**Dataset entries:**
---

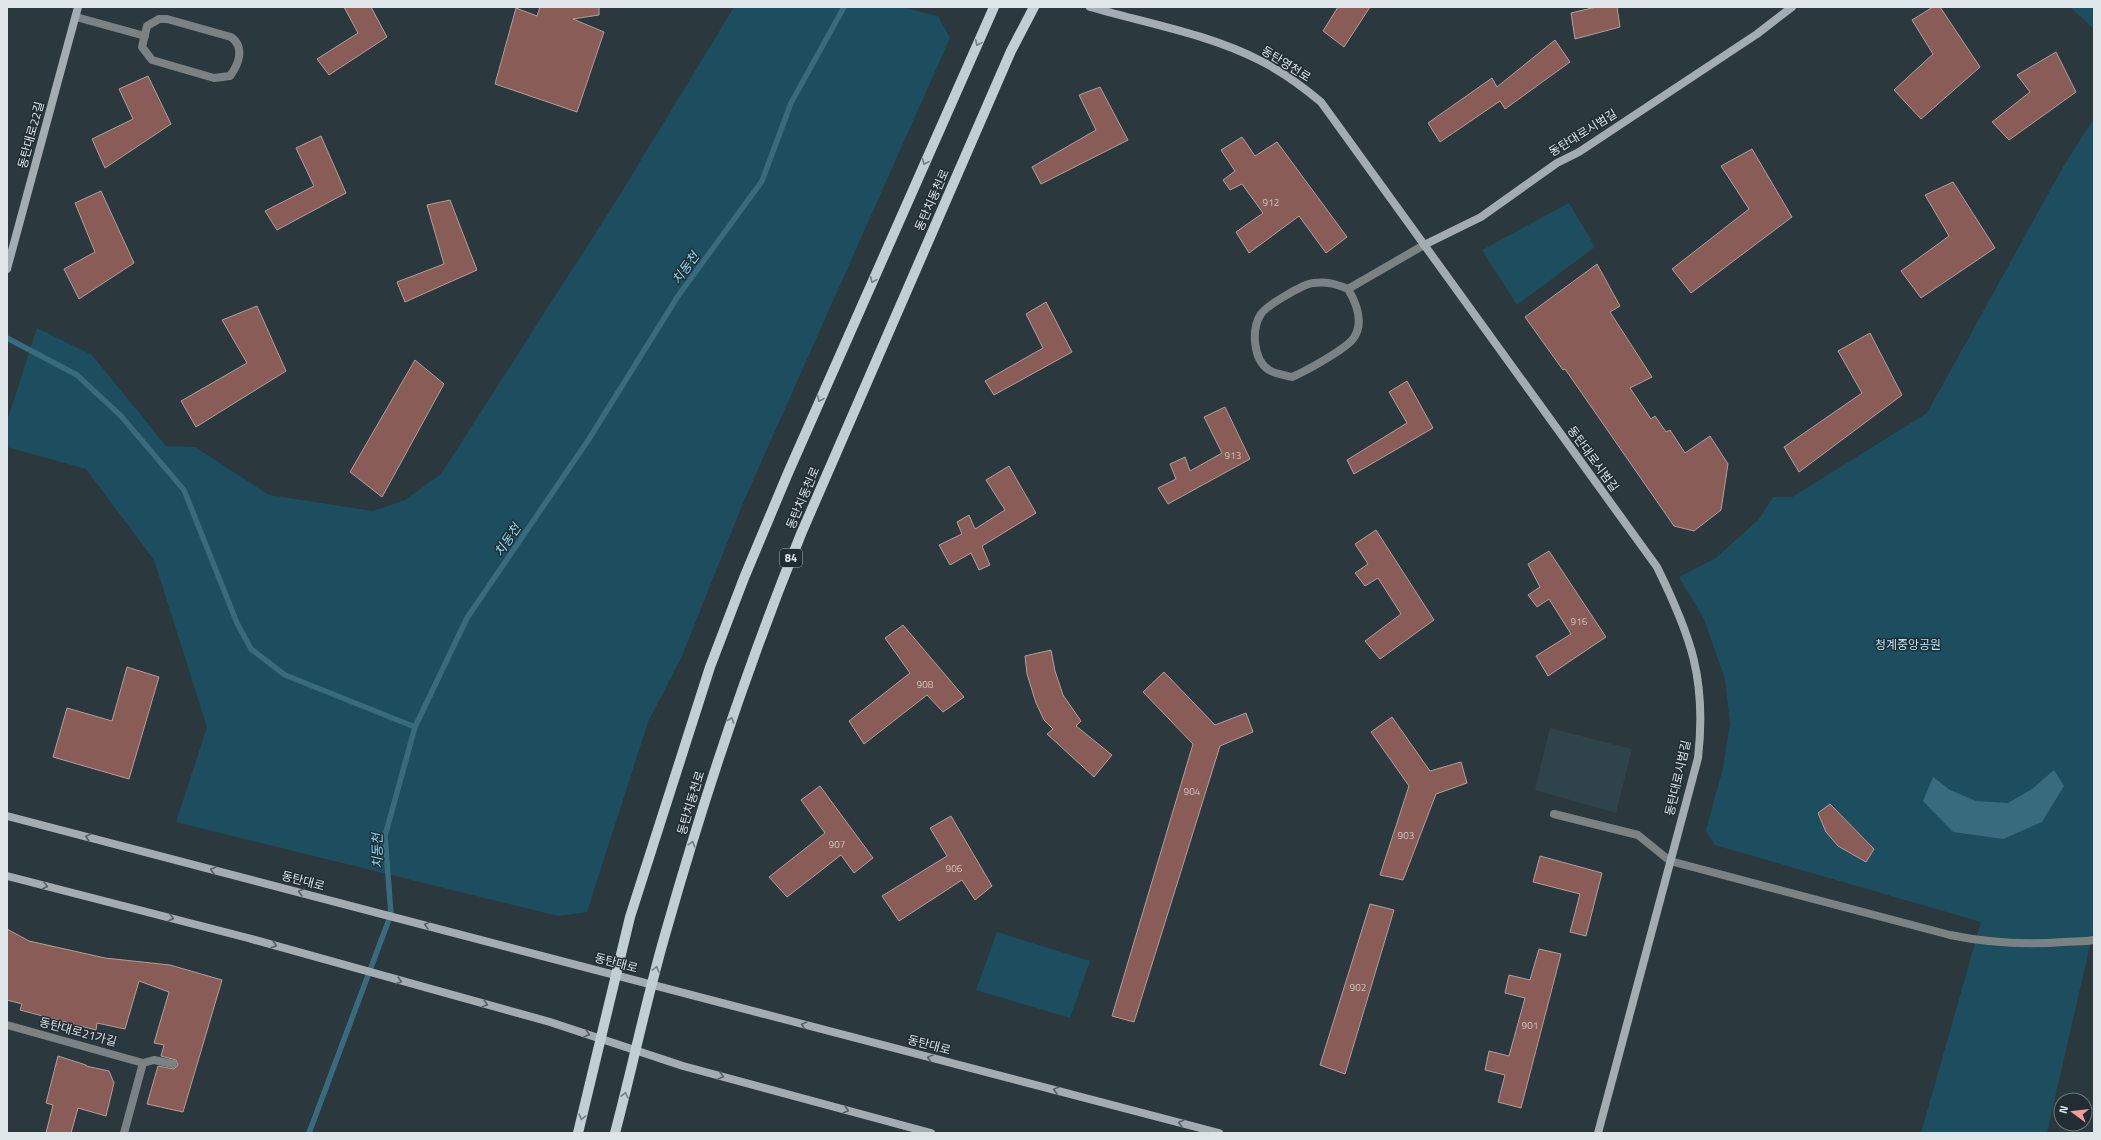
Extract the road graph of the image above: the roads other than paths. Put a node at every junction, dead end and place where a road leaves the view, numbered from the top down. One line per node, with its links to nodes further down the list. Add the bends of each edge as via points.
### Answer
1 (78, 7): 6 (main road, 동탄대로22길)
2 (994, 7): 16 (main road, 동탄치동천로, one-way to 16, via 744,578 680,758 630,917)
3 (1034, 7): 17 (main road, 동탄치동천로 / 84, one-way to 3, via 720,754 771,608 1011,51)
4 (1090, 7): 8 (main road, 동탄영천로, via 1225,45 1262,61 1298,83 1321,102)
5 (1792, 7): 8 (main road, 동탄대로시범길, via 1757,34 1579,152 1557,163 1481,217)
6 (76, 17): 7 (street); 9 (main road, 동탄대로22길)
7 (145, 36): 7 (street, via 142,47 152,60 214,78 230,76 238,59 240,48 232,37 167,19 147,26)
8 (1424, 245): 10 (street); 13 (main road, 동탄대로시범길, via 1657,567 1678,609 1696,664 1701,731 1698,758)
9 (7, 269)
10 (1348, 289): 10 (street, via 1357,306 1359,320 1353,339 1311,368 1292,377 1268,370 1256,353 1255,328 1261,314 1311,283 1330,282)
11 (1554, 814): 13 (street, via 1638,835)
12 (7, 816): 16 (main road, 동탄대로, one-way to 12)
13 (1670, 861): 15 (street, via 1983,942 2040,944); 28 (main road, 동탄대로시범길)
14 (7, 876): 19 (main road, one-way to 19, via 236,935)
15 (2094, 940)
16 (616, 976): 17 (main road, 동탄대로); 19 (main road, 동탄치동천로)
17 (651, 985): 20 (main road, 동탄치동천로 / 84); 27 (main road, 동탄대로, one-way to 17)
18 (7, 1025): 21 (street, 동탄대로21가길)
19 (601, 1038): 20 (main road); 24 (main road, 동탄치동천로, one-way to 24)
20 (636, 1050): 25 (main road, 동탄치동천로 / 84, one-way to 20); 26 (main road, one-way to 26, via 683,1066)
21 (143, 1063): 22 (street, 동탄대로21가길, via 154,1060); 23 (street)
22 (173, 1064)
23 (124, 1133)
24 (578, 1133)
25 (615, 1133)
26 (931, 1133)
27 (1219, 1133)
28 (1598, 1133)

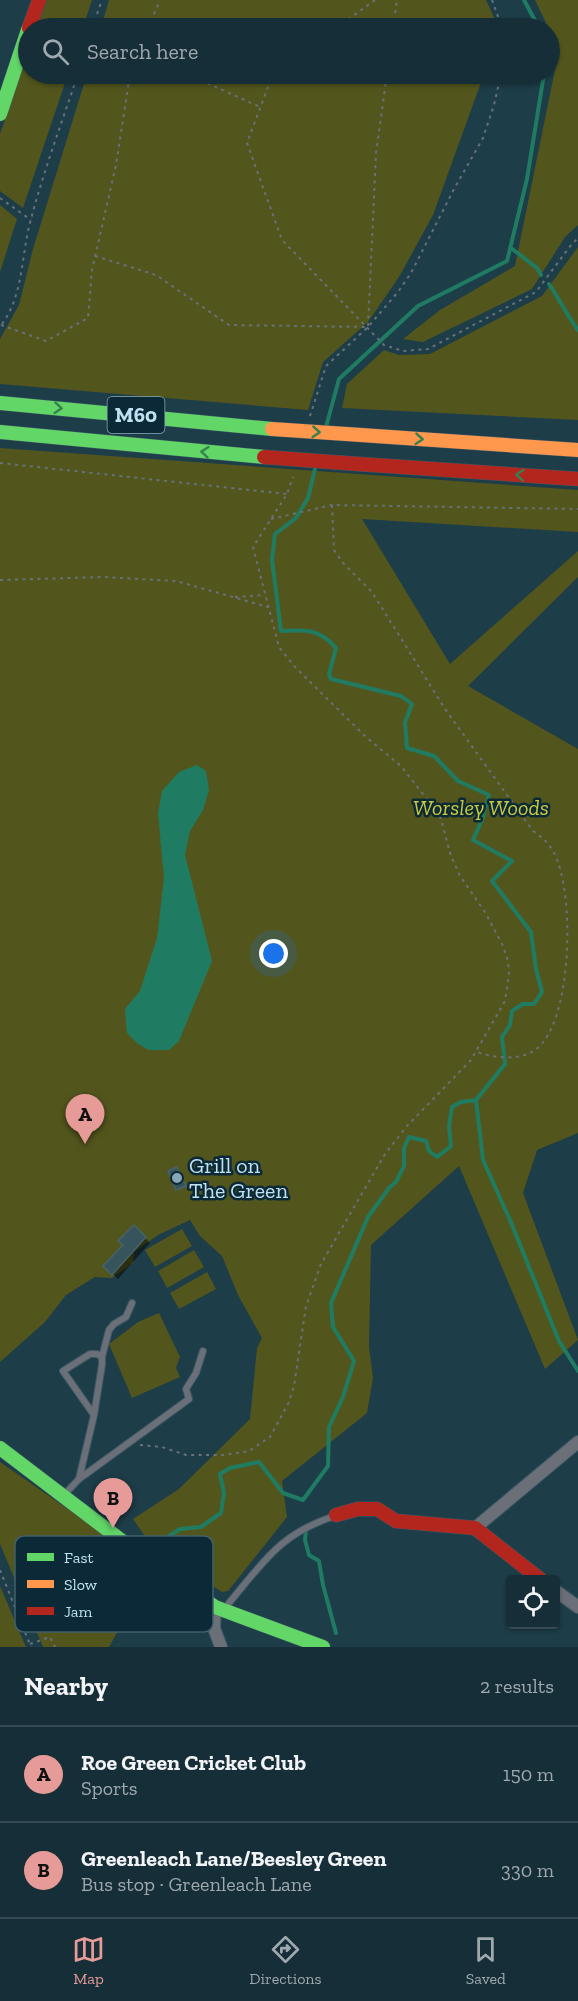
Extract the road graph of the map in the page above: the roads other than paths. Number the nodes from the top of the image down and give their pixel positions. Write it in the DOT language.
graph roads {
  1 [pos="39,0"];
  2 [pos="33,18"];
  3 [pos="18,51"];
  4 [pos="6,76"];
  5 [pos="0,114"];
  6 [pos="0,403"];
  7 [pos="0,432"];
  8 [pos="578,450"];
  9 [pos="578,479"];
  10 [pos="132,1303"];
  11 [pos="203,1351"];
  12 [pos="102,1357"];
  13 [pos="94,1415"];
  14 [pos="578,1442"];
  15 [pos="0,1448"];
  16 [pos="79,1479"];
  17 [pos="63,1495"];
  18 [pos="336,1515"];
  19 [pos="475,1528"];
  20 [pos="116,1536"];
  21 [pos="536,1575"];
  22 [pos="560,1594"];
  23 [pos="229,1603"];
  24 [pos="215,1607"];
  25 [pos="578,1607"];
  26 [pos="221,1647"];
  27 [pos="323,1647"];
  1 -- 2 [label="main road"];
  3 -- 4 [label="main road"];
  4 -- 5 [label="main road"];
  6 -- 8 [label="main road, M60, one-way, bridge"];
  9 -- 7 [label="main road, M60, one-way, bridge"];
  10 -- 12 [label="lane"];
  11 -- 16 [label="lane"];
  12 -- 13 [label="lane"];
  12 -- 13 [label="lane"];
  13 -- 16 [label="lane"];
  14 -- 19 [label="street"];
  15 -- 17 [label="main road"];
  16 -- 17 [label="lane"];
  17 -- 20 [label="main road"];
  18 -- 19 [label="main road"];
  18 -- 23 [label="lane"];
  19 -- 21 [label="main road"];
  22 -- 25 [label="street"];
  24 -- 26 [label="street"];
  24 -- 27 [label="main road"];
}
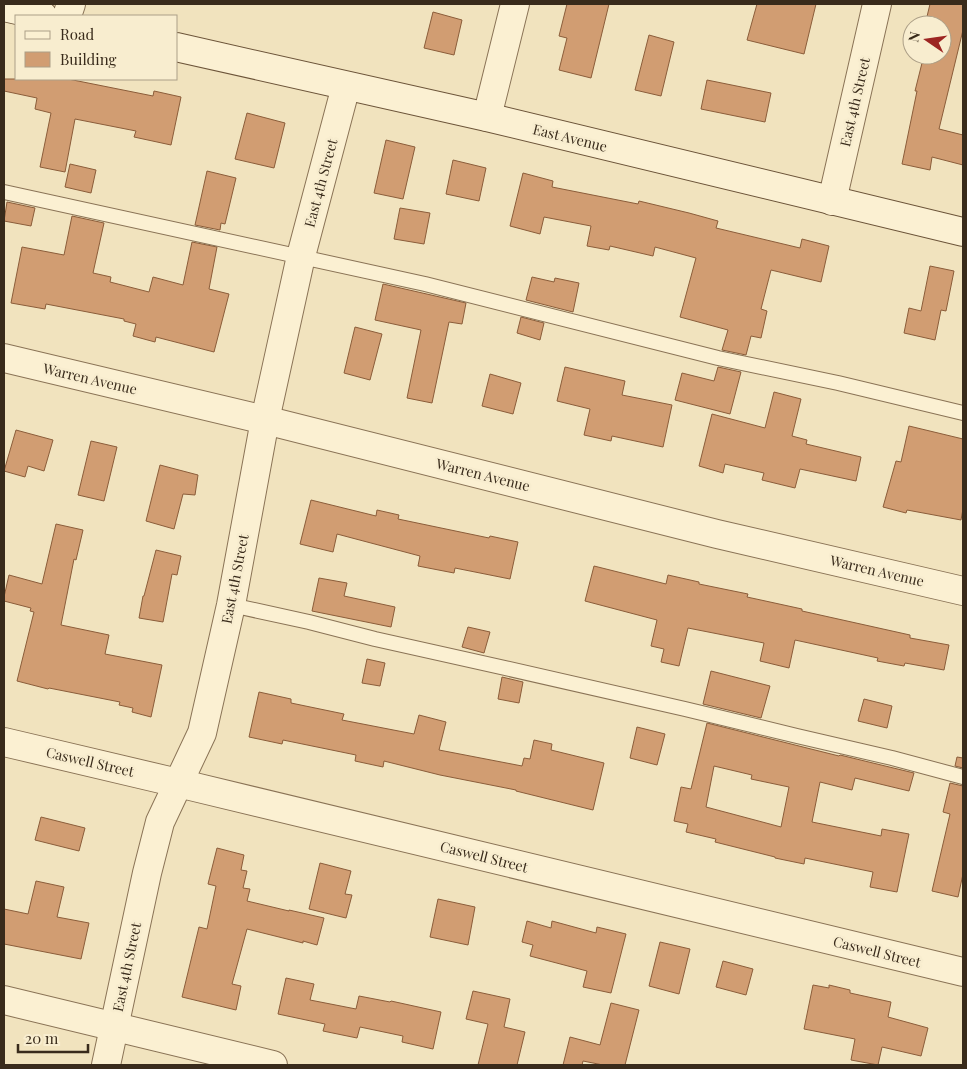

---

**EXERCISE DETAILS:**
Retype the data exactly; images stay out.

**ANSWER TO THIS EXERCISE:**
Extract the road graph of the image above: the roads other than paths. Put a node at every junction, dead end and place where a road leaves the view, numbered from the top down. One line per node, with its links to nodes further down the list. Add the bends of each edge as via points.
### Answer
1 (78, 7): 6 (main road, 동탄대로22길)
2 (994, 7): 16 (main road, 동탄치동천로, one-way to 16, via 744,578 680,758 630,917)
3 (1034, 7): 17 (main road, 동탄치동천로 / 84, one-way to 3, via 720,754 771,608 1011,51)
4 (1090, 7): 8 (main road, 동탄영천로, via 1225,45 1262,61 1298,83 1321,102)
5 (1792, 7): 8 (main road, 동탄대로시범길, via 1757,34 1579,152 1557,163 1481,217)
6 (76, 17): 7 (street); 9 (main road, 동탄대로22길)
7 (145, 36): 7 (street, via 142,47 152,60 214,78 230,76 238,59 240,48 232,37 167,19 147,26)
8 (1424, 245): 10 (street); 13 (main road, 동탄대로시범길, via 1657,567 1678,609 1696,664 1701,731 1698,758)
9 (7, 269)
10 (1348, 289): 10 (street, via 1357,306 1359,320 1353,339 1311,368 1292,377 1268,370 1256,353 1255,328 1261,314 1311,283 1330,282)
11 (1554, 814): 13 (street, via 1638,835)
12 (7, 816): 16 (main road, 동탄대로, one-way to 12)
13 (1670, 861): 15 (street, via 1983,942 2040,944); 28 (main road, 동탄대로시범길)
14 (7, 876): 19 (main road, one-way to 19, via 236,935)
15 (2094, 940)
16 (616, 976): 17 (main road, 동탄대로); 19 (main road, 동탄치동천로)
17 (651, 985): 20 (main road, 동탄치동천로 / 84); 27 (main road, 동탄대로, one-way to 17)
18 (7, 1025): 21 (street, 동탄대로21가길)
19 (601, 1038): 20 (main road); 24 (main road, 동탄치동천로, one-way to 24)
20 (636, 1050): 25 (main road, 동탄치동천로 / 84, one-way to 20); 26 (main road, one-way to 26, via 683,1066)
21 (143, 1063): 22 (street, 동탄대로21가길, via 154,1060); 23 (street)
22 (173, 1064)
23 (124, 1133)
24 (578, 1133)
25 (615, 1133)
26 (931, 1133)
27 (1219, 1133)
28 (1598, 1133)

Extract the road graph of the map in the page above: the roads other than paths. Number the nodes from the top of the image down and give their pixel positions. Write it in the DOT language.
graph roads {
  1 [pos="39,0"];
  2 [pos="33,18"];
  3 [pos="18,51"];
  4 [pos="6,76"];
  5 [pos="0,114"];
  6 [pos="0,403"];
  7 [pos="0,432"];
  8 [pos="578,450"];
  9 [pos="578,479"];
  10 [pos="132,1303"];
  11 [pos="203,1351"];
  12 [pos="102,1357"];
  13 [pos="94,1415"];
  14 [pos="578,1442"];
  15 [pos="0,1448"];
  16 [pos="79,1479"];
  17 [pos="63,1495"];
  18 [pos="336,1515"];
  19 [pos="475,1528"];
  20 [pos="116,1536"];
  21 [pos="536,1575"];
  22 [pos="560,1594"];
  23 [pos="229,1603"];
  24 [pos="215,1607"];
  25 [pos="578,1607"];
  26 [pos="221,1647"];
  27 [pos="323,1647"];
  1 -- 2 [label="main road"];
  3 -- 4 [label="main road"];
  4 -- 5 [label="main road"];
  6 -- 8 [label="main road, M60, one-way, bridge"];
  9 -- 7 [label="main road, M60, one-way, bridge"];
  10 -- 12 [label="lane"];
  11 -- 16 [label="lane"];
  12 -- 13 [label="lane"];
  12 -- 13 [label="lane"];
  13 -- 16 [label="lane"];
  14 -- 19 [label="street"];
  15 -- 17 [label="main road"];
  16 -- 17 [label="lane"];
  17 -- 20 [label="main road"];
  18 -- 19 [label="main road"];
  18 -- 23 [label="lane"];
  19 -- 21 [label="main road"];
  22 -- 25 [label="street"];
  24 -- 26 [label="street"];
  24 -- 27 [label="main road"];
}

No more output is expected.